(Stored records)
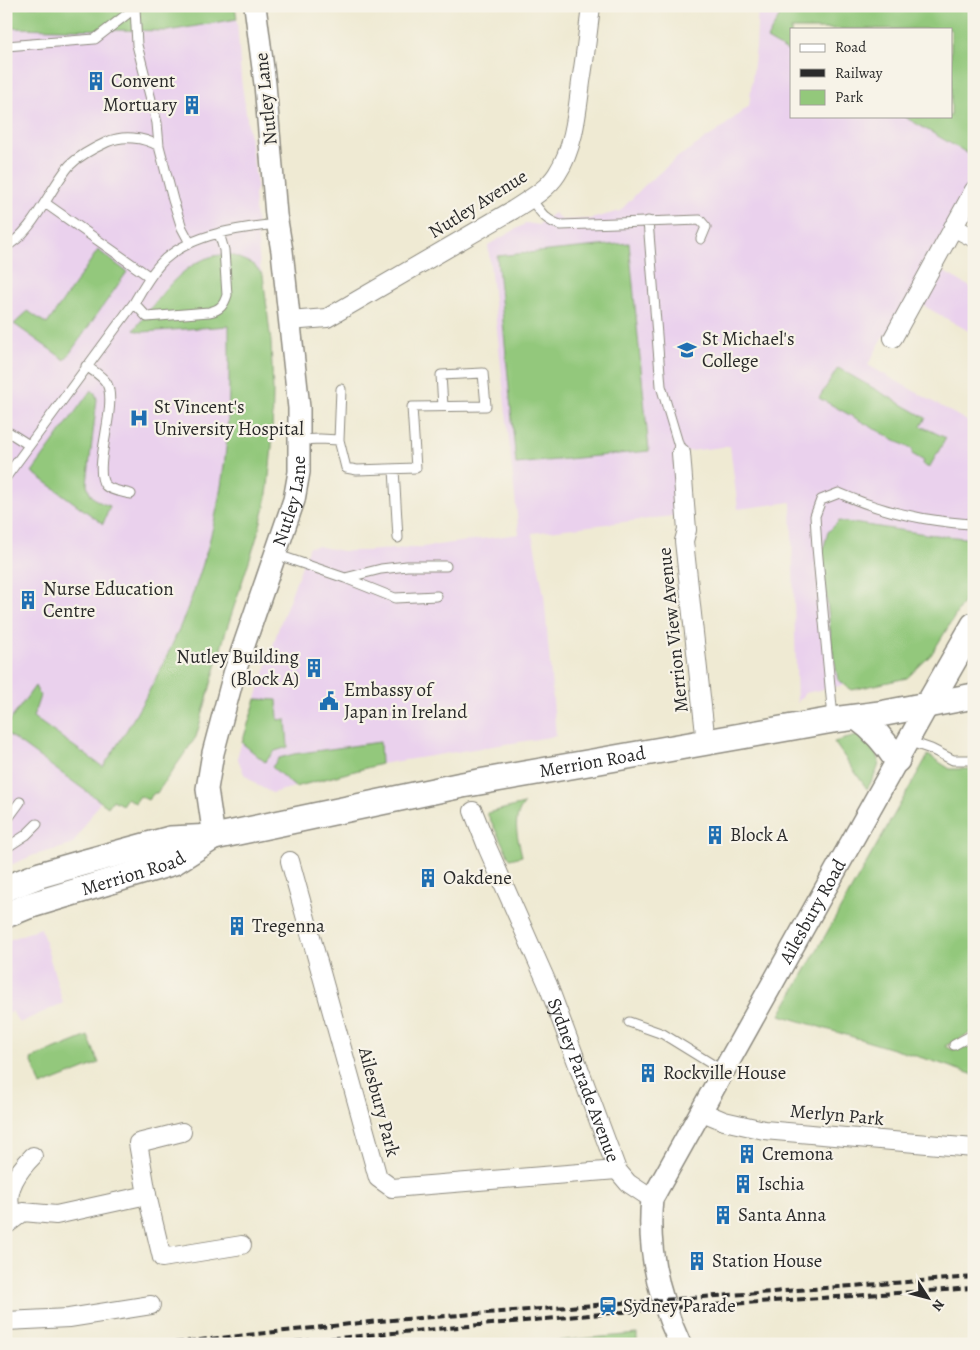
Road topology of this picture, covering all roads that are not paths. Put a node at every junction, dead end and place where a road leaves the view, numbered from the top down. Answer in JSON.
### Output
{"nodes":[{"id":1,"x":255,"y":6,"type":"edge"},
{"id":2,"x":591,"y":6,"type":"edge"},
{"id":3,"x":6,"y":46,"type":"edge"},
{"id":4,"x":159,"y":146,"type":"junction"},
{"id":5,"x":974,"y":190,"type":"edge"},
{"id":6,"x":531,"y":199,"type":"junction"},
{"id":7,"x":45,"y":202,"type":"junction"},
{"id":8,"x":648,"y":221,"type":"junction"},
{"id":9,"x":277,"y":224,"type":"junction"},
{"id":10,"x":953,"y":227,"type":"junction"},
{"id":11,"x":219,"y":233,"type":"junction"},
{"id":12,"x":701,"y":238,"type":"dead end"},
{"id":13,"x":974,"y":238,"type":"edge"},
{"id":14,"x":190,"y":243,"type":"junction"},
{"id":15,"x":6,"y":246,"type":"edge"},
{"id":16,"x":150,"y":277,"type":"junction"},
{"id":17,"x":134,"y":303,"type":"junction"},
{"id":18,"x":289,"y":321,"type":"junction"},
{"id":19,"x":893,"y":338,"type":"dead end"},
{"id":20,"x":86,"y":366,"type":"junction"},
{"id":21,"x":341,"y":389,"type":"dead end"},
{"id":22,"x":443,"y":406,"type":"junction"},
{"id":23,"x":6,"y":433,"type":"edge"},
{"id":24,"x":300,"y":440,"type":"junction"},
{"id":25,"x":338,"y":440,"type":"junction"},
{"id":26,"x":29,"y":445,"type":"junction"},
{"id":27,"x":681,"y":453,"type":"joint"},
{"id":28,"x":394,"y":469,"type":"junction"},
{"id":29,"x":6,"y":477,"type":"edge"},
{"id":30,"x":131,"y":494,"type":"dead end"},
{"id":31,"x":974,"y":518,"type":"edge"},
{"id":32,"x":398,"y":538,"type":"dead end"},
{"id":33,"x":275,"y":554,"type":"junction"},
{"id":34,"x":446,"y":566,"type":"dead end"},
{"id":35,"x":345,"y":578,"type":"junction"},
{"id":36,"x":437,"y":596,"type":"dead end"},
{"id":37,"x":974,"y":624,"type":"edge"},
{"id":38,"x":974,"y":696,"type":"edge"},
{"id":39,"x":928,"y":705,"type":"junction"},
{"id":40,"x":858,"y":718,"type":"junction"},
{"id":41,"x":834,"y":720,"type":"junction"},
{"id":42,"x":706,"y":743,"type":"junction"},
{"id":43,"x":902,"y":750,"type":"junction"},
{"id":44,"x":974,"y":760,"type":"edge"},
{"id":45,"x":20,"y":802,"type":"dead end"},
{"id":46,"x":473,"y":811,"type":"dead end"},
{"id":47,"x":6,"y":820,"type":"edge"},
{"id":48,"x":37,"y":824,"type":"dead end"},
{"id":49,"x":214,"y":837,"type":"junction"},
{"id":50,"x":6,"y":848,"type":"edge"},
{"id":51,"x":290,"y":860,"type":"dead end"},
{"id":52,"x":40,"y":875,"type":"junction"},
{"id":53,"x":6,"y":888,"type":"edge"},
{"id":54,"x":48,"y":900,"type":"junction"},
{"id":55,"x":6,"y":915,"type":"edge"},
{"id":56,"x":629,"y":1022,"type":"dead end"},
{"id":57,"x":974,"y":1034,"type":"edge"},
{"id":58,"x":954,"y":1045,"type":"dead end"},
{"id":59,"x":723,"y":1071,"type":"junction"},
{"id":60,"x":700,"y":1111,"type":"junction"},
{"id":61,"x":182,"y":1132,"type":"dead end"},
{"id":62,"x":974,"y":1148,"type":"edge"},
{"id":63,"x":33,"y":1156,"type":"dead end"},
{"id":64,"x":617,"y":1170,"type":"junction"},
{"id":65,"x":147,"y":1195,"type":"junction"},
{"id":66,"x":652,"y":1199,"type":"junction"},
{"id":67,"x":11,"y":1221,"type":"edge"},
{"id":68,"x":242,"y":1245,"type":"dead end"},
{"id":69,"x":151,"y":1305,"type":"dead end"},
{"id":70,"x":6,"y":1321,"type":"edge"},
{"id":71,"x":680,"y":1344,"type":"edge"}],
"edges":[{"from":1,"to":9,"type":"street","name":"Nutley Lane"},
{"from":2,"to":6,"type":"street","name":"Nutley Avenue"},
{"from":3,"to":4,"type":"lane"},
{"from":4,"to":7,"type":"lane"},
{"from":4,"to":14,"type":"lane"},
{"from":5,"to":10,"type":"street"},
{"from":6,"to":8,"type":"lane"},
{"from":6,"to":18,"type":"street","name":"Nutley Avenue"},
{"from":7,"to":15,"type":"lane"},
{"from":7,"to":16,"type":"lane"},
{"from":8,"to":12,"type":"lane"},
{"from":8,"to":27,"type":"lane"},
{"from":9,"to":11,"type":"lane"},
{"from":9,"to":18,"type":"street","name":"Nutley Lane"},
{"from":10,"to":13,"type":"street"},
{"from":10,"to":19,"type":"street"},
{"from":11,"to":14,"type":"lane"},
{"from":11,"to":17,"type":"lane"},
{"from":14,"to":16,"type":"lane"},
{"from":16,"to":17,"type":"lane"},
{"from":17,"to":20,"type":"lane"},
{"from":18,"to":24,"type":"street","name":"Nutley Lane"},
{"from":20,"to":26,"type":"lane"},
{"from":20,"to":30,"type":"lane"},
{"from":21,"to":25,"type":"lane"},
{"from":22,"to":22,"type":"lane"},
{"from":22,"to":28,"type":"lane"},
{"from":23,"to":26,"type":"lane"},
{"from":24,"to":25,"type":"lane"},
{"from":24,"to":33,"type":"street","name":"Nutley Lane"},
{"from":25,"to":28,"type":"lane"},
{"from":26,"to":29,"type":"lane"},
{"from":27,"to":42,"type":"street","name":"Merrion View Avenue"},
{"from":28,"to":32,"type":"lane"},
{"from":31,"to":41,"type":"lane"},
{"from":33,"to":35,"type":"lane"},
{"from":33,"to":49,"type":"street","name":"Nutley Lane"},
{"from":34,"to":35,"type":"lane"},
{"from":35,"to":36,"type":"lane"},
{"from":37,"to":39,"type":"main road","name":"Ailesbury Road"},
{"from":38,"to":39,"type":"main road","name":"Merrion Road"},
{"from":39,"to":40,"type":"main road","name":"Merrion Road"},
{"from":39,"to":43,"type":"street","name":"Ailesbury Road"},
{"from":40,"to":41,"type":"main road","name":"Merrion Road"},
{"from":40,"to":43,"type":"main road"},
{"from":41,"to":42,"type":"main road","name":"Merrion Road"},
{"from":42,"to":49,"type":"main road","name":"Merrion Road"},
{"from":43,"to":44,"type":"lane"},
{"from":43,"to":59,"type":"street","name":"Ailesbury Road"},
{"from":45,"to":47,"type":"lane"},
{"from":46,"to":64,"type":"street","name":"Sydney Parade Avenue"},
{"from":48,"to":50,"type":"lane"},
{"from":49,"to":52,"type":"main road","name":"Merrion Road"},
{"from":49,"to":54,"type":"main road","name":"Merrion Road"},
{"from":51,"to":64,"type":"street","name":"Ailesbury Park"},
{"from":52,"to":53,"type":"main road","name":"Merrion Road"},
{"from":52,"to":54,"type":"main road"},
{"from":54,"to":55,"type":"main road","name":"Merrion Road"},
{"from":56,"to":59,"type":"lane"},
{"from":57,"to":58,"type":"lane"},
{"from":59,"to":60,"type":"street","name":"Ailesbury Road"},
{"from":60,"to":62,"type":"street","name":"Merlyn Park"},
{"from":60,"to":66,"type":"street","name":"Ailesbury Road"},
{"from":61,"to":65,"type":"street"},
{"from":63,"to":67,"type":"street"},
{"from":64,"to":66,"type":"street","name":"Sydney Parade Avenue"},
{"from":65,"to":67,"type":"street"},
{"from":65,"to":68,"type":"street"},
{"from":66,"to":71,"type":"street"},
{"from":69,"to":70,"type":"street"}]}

§ **Exercise brief**:
Going through the records above line by line, tally those with the word "Ailesbury" and answer with the number only.

§ **Solution to this exercise**:
6